In Elemental Notes we have a wet twilight urban scene with flickering lights. A divided road with beautifully proportioned sidewalks gently sweeps through the town taking up almost half the canvas. The scene is filled with people walking in pairs or as individuals, some with umbrellas, and some standing by a street vendor’s brazier. Presumably many of them are discussing events or personal stories. Some cars are pulled to the side to pick up or drop off passengers. Throughout the painting are the lights of street lamps, windows, cars, vendors, store signs, and even the taillight of moped—along with countless reflections that create a shimmering and glowing atmosphere. The lights and the clean style give a feeling of technological optimism and hope of a rewarding evening ahead of them.

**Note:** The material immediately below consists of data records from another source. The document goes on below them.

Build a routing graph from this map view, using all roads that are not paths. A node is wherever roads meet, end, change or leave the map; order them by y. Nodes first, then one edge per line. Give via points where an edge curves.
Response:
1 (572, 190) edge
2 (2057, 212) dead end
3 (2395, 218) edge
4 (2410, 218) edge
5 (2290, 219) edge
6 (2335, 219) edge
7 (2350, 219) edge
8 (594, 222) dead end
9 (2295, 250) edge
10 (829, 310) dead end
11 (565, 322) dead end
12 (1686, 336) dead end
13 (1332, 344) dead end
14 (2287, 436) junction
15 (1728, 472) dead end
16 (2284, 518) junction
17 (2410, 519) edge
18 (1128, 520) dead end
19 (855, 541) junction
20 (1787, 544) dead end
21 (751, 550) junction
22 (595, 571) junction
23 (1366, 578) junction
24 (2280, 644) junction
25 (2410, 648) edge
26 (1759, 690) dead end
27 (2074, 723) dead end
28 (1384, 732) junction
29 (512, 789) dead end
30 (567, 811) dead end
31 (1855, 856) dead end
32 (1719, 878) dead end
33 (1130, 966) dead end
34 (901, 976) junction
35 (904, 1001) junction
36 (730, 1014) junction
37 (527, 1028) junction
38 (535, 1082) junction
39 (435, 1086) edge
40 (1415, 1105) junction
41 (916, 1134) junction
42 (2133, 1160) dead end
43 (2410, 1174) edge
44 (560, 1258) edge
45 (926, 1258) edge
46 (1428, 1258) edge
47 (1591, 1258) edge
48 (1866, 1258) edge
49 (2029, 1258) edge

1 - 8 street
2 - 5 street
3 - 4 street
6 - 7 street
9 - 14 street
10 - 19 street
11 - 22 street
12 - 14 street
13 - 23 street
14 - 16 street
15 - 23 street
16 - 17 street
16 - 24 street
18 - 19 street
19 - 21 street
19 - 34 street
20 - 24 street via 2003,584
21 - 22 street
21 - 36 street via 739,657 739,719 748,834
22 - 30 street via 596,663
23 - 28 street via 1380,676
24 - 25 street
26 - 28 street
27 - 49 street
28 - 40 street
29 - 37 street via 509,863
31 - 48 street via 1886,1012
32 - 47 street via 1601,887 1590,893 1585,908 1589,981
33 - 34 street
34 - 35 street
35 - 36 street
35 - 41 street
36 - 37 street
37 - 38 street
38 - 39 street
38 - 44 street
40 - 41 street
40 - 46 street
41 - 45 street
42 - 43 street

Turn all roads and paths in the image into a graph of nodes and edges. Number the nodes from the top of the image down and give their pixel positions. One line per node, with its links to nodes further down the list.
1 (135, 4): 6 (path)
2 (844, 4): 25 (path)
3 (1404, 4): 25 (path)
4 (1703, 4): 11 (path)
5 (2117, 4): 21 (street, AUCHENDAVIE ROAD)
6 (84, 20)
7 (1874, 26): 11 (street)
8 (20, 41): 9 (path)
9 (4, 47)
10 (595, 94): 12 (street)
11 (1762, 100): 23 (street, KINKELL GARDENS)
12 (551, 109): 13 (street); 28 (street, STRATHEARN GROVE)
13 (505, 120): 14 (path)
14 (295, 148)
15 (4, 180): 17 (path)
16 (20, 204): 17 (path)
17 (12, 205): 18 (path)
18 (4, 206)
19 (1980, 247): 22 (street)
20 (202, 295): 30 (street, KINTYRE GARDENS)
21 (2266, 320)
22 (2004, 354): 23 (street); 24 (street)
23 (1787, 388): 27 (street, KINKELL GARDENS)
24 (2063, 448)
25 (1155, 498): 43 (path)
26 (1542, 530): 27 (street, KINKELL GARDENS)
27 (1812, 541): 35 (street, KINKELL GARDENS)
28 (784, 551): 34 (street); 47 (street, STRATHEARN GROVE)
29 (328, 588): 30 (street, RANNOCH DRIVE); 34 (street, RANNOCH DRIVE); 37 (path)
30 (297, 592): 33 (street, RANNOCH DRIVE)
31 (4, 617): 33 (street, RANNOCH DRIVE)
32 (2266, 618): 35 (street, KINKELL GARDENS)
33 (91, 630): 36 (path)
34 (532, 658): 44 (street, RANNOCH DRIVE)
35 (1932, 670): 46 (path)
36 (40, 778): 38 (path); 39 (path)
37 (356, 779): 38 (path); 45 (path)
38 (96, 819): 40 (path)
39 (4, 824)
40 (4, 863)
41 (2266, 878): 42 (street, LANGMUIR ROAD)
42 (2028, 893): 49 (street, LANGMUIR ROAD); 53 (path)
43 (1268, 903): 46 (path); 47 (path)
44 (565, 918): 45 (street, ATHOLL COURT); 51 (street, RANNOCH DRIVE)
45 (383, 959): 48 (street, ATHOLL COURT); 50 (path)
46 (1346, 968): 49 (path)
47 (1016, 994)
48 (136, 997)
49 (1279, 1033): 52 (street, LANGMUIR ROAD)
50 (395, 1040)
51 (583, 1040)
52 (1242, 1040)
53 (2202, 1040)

Olaku does something very special with this painting. He creates not only superb perspectives of the diminishing sizes of people and things, he calibrates the intensity of the lights through space. Pick any three lights and you can sense a triangulated spatial relationship between them. When we realize this goes for all the lights and their reflections, it is a stunning result of Olaku’s optical sensitivity and knowledge—an innate, mental and spiritual talent of a genius.

The expansive openness of this painting, like an embrace, the points of light, and even if there are only suggestions of nature, the whole scene gives a feeling of a benevolent universe. A place in which community, sharing, reflection, progress, civility, and human light come together and give a feeling of hope for humanity.